John Williams: [LAUGH]

Paula Williams: What are you trying to accomplish? And we go back to that chart of Jason what is the business problem? What experience do we need to facilitate and so on? I also like Simon’s idea about social structures basically, you cannot create a social structure yourself. If you say I grew this network from this to that, that’s BS you know, quite frankly.

John Williams: [LAUGH]

Paula Williams: It’s an organic structure. So just like, you can’t really say, “I grew this potato.”

John Williams: No, you planted the seed, you watered it, you gave it whatever.

Paula Williams: You provided an environment as good as you can, but there’s still some element of chance in terms of what direction is it gonna grow?

What color is it gonna be? My grandpa and I used to grow potatoes. He had a big garden and that was one of the things I used to do when I was a little kid, is help him in the garden. And we grew potatoes that looked like every U.S. President, up to a certain point.

Potatoes don’t always look like this. And whenever you’re trying to do something that involves other people, you don’t have total control of it.

John Williams: No joke.

Paula Williams: And this is a great way, I think, to explain this to a client, or that he uses to explain to his clients.
We don’t just magically snap our fingers and create a network, if you do that it’s fake. And there’s a lot of fakeness on social media. But if you want something real, it could be ugly, [LAUGH]

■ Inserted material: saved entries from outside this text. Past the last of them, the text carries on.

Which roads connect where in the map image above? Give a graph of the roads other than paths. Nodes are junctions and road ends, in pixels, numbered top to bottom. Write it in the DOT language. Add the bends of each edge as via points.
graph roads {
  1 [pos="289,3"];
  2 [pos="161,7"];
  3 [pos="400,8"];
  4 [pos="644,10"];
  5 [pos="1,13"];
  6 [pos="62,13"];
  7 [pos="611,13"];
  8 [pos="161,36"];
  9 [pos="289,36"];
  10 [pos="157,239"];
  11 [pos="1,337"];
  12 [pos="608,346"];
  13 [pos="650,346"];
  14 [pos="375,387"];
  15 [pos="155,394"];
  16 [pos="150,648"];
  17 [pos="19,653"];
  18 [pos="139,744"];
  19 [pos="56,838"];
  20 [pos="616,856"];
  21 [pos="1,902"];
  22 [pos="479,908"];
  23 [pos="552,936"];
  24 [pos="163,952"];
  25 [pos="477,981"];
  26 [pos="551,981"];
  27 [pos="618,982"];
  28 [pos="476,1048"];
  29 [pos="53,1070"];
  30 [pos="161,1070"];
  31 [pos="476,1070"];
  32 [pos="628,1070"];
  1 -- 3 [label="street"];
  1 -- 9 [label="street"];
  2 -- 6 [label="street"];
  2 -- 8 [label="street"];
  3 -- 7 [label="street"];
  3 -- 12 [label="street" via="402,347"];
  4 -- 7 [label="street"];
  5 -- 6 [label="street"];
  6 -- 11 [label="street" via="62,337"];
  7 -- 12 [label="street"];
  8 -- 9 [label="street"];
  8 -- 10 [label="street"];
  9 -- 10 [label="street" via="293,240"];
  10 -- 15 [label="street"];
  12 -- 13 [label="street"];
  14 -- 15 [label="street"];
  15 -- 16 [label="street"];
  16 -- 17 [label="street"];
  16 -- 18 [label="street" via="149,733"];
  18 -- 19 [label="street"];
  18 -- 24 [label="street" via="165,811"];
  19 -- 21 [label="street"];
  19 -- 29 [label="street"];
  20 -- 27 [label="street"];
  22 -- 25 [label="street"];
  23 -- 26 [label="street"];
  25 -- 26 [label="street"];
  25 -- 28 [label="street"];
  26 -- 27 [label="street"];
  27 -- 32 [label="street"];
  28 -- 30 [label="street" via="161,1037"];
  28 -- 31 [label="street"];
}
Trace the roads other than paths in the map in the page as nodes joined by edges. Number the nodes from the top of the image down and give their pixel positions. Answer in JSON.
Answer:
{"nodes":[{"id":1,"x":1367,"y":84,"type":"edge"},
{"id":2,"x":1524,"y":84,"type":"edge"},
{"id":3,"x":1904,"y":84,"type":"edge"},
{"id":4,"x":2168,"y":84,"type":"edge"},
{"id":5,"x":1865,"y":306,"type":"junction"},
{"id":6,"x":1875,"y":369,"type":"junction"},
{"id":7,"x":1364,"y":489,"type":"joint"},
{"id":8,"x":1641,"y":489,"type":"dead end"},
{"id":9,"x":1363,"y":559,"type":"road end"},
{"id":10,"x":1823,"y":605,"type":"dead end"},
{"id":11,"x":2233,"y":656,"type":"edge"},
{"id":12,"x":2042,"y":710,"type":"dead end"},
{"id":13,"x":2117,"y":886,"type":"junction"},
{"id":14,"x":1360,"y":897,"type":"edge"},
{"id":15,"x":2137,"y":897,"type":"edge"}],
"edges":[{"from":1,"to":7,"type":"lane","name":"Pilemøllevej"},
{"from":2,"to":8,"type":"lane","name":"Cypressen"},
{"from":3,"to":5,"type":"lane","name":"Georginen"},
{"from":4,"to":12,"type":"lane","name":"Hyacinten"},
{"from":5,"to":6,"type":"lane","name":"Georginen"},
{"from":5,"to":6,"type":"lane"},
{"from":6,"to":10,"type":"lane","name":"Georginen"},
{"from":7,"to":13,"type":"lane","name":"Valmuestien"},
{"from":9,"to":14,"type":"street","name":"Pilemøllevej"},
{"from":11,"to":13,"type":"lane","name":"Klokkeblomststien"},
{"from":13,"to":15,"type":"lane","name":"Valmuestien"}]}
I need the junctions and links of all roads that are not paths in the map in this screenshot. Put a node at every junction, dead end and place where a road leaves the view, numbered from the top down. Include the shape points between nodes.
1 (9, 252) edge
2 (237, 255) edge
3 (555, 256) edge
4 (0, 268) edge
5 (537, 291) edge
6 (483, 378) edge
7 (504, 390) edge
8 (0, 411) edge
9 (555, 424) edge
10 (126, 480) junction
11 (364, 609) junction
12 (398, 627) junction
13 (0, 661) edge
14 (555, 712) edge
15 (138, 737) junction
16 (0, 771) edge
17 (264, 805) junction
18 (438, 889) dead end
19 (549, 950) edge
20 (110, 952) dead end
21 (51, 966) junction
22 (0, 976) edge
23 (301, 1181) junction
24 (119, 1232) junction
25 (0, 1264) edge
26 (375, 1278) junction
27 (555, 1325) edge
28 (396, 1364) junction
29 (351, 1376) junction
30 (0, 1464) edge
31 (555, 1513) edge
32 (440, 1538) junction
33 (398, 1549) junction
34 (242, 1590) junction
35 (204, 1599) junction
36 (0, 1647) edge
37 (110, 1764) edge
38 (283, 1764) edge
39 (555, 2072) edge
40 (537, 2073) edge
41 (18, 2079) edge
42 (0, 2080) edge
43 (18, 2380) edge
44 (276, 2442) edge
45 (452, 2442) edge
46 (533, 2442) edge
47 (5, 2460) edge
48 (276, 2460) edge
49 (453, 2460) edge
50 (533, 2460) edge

Because it will be organic. And you have to be willing, and able, and prepared for any eventuality.

Either that the potato grows into the face of Abraham Lincoln, or that the potato grows really big, or that the potato stays small. There’s lots of things that can happen that are outside of your control.

John Williams: And you can’t watch it 24 hours in a day, so you don’t know what happens at night.

Paula Williams: Exactly.

John Williams: An animal will come along and dig it it up, or worse.

Paula Williams: Right, that’s true, so you can practice good gardening, but you can not control. There is a certain amount of control that you have and a certain amount of control that you do not have.

Two other ideas that I really like from Simon’s were the theory of One Night Stand marketing, which is what most people are doing.

John Williams: Exactly.

Paula Williams: Meaning that you’re after a single transaction rather than after a relationship. It’s obvious and it’s creepy and it’s gross and that’s why a lot of people don’t like sales people and they don’t like marketing people.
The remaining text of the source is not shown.